═══ RECORDS SHOWN ═══
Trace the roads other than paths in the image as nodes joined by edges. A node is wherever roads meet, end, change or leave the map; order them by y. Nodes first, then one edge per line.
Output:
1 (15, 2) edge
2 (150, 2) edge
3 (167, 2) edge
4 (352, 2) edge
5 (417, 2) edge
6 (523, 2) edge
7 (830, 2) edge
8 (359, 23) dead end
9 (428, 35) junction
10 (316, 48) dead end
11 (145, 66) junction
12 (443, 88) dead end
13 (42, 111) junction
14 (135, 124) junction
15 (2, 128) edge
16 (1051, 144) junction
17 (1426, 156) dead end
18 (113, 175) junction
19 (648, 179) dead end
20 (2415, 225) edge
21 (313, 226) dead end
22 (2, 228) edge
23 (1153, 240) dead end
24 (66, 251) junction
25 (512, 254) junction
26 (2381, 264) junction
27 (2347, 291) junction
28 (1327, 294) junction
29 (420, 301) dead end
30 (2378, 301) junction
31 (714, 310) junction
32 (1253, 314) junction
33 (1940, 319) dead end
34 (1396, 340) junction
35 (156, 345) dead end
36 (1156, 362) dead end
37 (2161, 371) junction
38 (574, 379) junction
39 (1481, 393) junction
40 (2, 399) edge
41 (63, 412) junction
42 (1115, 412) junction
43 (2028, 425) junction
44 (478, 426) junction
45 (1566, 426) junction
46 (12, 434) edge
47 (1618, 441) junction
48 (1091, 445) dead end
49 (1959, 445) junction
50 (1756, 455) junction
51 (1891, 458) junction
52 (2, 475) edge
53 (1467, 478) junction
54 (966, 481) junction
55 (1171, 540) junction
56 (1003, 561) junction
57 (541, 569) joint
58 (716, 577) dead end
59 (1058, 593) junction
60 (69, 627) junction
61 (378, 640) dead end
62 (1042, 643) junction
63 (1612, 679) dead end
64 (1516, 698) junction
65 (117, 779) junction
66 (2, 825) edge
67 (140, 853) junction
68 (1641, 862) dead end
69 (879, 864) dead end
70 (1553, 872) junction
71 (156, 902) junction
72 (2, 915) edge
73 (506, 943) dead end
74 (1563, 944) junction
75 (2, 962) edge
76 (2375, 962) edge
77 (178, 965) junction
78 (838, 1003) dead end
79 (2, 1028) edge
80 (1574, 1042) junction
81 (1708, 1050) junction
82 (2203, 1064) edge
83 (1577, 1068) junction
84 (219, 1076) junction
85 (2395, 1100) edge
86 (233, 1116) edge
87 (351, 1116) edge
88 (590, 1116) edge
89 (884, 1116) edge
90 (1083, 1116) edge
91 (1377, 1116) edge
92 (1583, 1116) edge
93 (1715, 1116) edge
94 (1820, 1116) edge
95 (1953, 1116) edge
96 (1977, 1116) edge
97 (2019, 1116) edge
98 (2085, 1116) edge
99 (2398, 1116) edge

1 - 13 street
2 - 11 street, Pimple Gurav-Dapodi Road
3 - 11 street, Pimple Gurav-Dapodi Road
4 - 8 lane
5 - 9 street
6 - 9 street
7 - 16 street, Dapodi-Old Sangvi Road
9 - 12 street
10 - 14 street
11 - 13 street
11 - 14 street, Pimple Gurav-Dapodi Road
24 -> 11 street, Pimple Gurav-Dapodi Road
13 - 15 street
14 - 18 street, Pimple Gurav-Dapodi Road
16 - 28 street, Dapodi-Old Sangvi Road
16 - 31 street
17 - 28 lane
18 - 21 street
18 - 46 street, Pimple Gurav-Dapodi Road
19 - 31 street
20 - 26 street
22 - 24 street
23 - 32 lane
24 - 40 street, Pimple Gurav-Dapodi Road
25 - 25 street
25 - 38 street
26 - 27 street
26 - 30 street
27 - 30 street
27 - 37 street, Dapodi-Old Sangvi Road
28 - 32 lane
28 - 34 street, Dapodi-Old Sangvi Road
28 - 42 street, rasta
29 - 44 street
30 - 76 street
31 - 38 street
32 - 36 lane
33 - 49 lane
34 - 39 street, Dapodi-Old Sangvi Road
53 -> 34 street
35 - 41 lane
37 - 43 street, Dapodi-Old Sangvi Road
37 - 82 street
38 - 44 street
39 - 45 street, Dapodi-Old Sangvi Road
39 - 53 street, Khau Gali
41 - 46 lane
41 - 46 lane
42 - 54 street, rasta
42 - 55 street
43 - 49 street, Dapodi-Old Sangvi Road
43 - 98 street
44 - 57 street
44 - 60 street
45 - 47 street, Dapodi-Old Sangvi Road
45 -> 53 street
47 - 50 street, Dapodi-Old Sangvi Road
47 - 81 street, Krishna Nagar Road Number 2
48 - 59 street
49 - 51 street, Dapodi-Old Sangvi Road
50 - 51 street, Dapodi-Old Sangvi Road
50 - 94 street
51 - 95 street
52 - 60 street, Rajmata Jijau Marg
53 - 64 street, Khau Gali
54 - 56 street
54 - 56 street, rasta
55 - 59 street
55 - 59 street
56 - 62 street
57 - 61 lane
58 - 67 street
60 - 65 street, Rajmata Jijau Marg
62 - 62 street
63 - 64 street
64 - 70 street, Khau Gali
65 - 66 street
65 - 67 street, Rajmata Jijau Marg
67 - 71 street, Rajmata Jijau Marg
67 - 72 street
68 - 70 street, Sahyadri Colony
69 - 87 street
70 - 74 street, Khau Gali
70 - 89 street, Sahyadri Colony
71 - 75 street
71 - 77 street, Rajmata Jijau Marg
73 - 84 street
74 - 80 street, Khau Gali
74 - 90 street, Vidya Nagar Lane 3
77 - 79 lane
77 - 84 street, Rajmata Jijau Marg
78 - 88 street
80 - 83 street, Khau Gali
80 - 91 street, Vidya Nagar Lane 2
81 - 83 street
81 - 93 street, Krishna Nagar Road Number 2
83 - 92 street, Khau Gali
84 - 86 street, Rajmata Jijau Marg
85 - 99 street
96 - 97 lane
═══
◆ EXERCISE:
Reproduce each entry word for word.

◆ RESULT OF THIS EXERCISE:
Trace the roads other than paths in the image as nodes joined by edges. A node is wherever roads meet, end, change or leave the map; order them by y. Nodes first, then one edge per line.
Output:
1 (15, 2) edge
2 (150, 2) edge
3 (167, 2) edge
4 (352, 2) edge
5 (417, 2) edge
6 (523, 2) edge
7 (830, 2) edge
8 (359, 23) dead end
9 (428, 35) junction
10 (316, 48) dead end
11 (145, 66) junction
12 (443, 88) dead end
13 (42, 111) junction
14 (135, 124) junction
15 (2, 128) edge
16 (1051, 144) junction
17 (1426, 156) dead end
18 (113, 175) junction
19 (648, 179) dead end
20 (2415, 225) edge
21 (313, 226) dead end
22 (2, 228) edge
23 (1153, 240) dead end
24 (66, 251) junction
25 (512, 254) junction
26 (2381, 264) junction
27 (2347, 291) junction
28 (1327, 294) junction
29 (420, 301) dead end
30 (2378, 301) junction
31 (714, 310) junction
32 (1253, 314) junction
33 (1940, 319) dead end
34 (1396, 340) junction
35 (156, 345) dead end
36 (1156, 362) dead end
37 (2161, 371) junction
38 (574, 379) junction
39 (1481, 393) junction
40 (2, 399) edge
41 (63, 412) junction
42 (1115, 412) junction
43 (2028, 425) junction
44 (478, 426) junction
45 (1566, 426) junction
46 (12, 434) edge
47 (1618, 441) junction
48 (1091, 445) dead end
49 (1959, 445) junction
50 (1756, 455) junction
51 (1891, 458) junction
52 (2, 475) edge
53 (1467, 478) junction
54 (966, 481) junction
55 (1171, 540) junction
56 (1003, 561) junction
57 (541, 569) joint
58 (716, 577) dead end
59 (1058, 593) junction
60 (69, 627) junction
61 (378, 640) dead end
62 (1042, 643) junction
63 (1612, 679) dead end
64 (1516, 698) junction
65 (117, 779) junction
66 (2, 825) edge
67 (140, 853) junction
68 (1641, 862) dead end
69 (879, 864) dead end
70 (1553, 872) junction
71 (156, 902) junction
72 (2, 915) edge
73 (506, 943) dead end
74 (1563, 944) junction
75 (2, 962) edge
76 (2375, 962) edge
77 (178, 965) junction
78 (838, 1003) dead end
79 (2, 1028) edge
80 (1574, 1042) junction
81 (1708, 1050) junction
82 (2203, 1064) edge
83 (1577, 1068) junction
84 (219, 1076) junction
85 (2395, 1100) edge
86 (233, 1116) edge
87 (351, 1116) edge
88 (590, 1116) edge
89 (884, 1116) edge
90 (1083, 1116) edge
91 (1377, 1116) edge
92 (1583, 1116) edge
93 (1715, 1116) edge
94 (1820, 1116) edge
95 (1953, 1116) edge
96 (1977, 1116) edge
97 (2019, 1116) edge
98 (2085, 1116) edge
99 (2398, 1116) edge

1 - 13 street
2 - 11 street, Pimple Gurav-Dapodi Road
3 - 11 street, Pimple Gurav-Dapodi Road
4 - 8 lane
5 - 9 street
6 - 9 street
7 - 16 street, Dapodi-Old Sangvi Road
9 - 12 street
10 - 14 street
11 - 13 street
11 - 14 street, Pimple Gurav-Dapodi Road
24 -> 11 street, Pimple Gurav-Dapodi Road
13 - 15 street
14 - 18 street, Pimple Gurav-Dapodi Road
16 - 28 street, Dapodi-Old Sangvi Road
16 - 31 street
17 - 28 lane
18 - 21 street
18 - 46 street, Pimple Gurav-Dapodi Road
19 - 31 street
20 - 26 street
22 - 24 street
23 - 32 lane
24 - 40 street, Pimple Gurav-Dapodi Road
25 - 25 street
25 - 38 street
26 - 27 street
26 - 30 street
27 - 30 street
27 - 37 street, Dapodi-Old Sangvi Road
28 - 32 lane
28 - 34 street, Dapodi-Old Sangvi Road
28 - 42 street, rasta
29 - 44 street
30 - 76 street
31 - 38 street
32 - 36 lane
33 - 49 lane
34 - 39 street, Dapodi-Old Sangvi Road
53 -> 34 street
35 - 41 lane
37 - 43 street, Dapodi-Old Sangvi Road
37 - 82 street
38 - 44 street
39 - 45 street, Dapodi-Old Sangvi Road
39 - 53 street, Khau Gali
41 - 46 lane
41 - 46 lane
42 - 54 street, rasta
42 - 55 street
43 - 49 street, Dapodi-Old Sangvi Road
43 - 98 street
44 - 57 street
44 - 60 street
45 - 47 street, Dapodi-Old Sangvi Road
45 -> 53 street
47 - 50 street, Dapodi-Old Sangvi Road
47 - 81 street, Krishna Nagar Road Number 2
48 - 59 street
49 - 51 street, Dapodi-Old Sangvi Road
50 - 51 street, Dapodi-Old Sangvi Road
50 - 94 street
51 - 95 street
52 - 60 street, Rajmata Jijau Marg
53 - 64 street, Khau Gali
54 - 56 street
54 - 56 street, rasta
55 - 59 street
55 - 59 street
56 - 62 street
57 - 61 lane
58 - 67 street
60 - 65 street, Rajmata Jijau Marg
62 - 62 street
63 - 64 street
64 - 70 street, Khau Gali
65 - 66 street
65 - 67 street, Rajmata Jijau Marg
67 - 71 street, Rajmata Jijau Marg
67 - 72 street
68 - 70 street, Sahyadri Colony
69 - 87 street
70 - 74 street, Khau Gali
70 - 89 street, Sahyadri Colony
71 - 75 street
71 - 77 street, Rajmata Jijau Marg
73 - 84 street
74 - 80 street, Khau Gali
74 - 90 street, Vidya Nagar Lane 3
77 - 79 lane
77 - 84 street, Rajmata Jijau Marg
78 - 88 street
80 - 83 street, Khau Gali
80 - 91 street, Vidya Nagar Lane 2
81 - 83 street
81 - 93 street, Krishna Nagar Road Number 2
83 - 92 street, Khau Gali
84 - 86 street, Rajmata Jijau Marg
85 - 99 street
96 - 97 lane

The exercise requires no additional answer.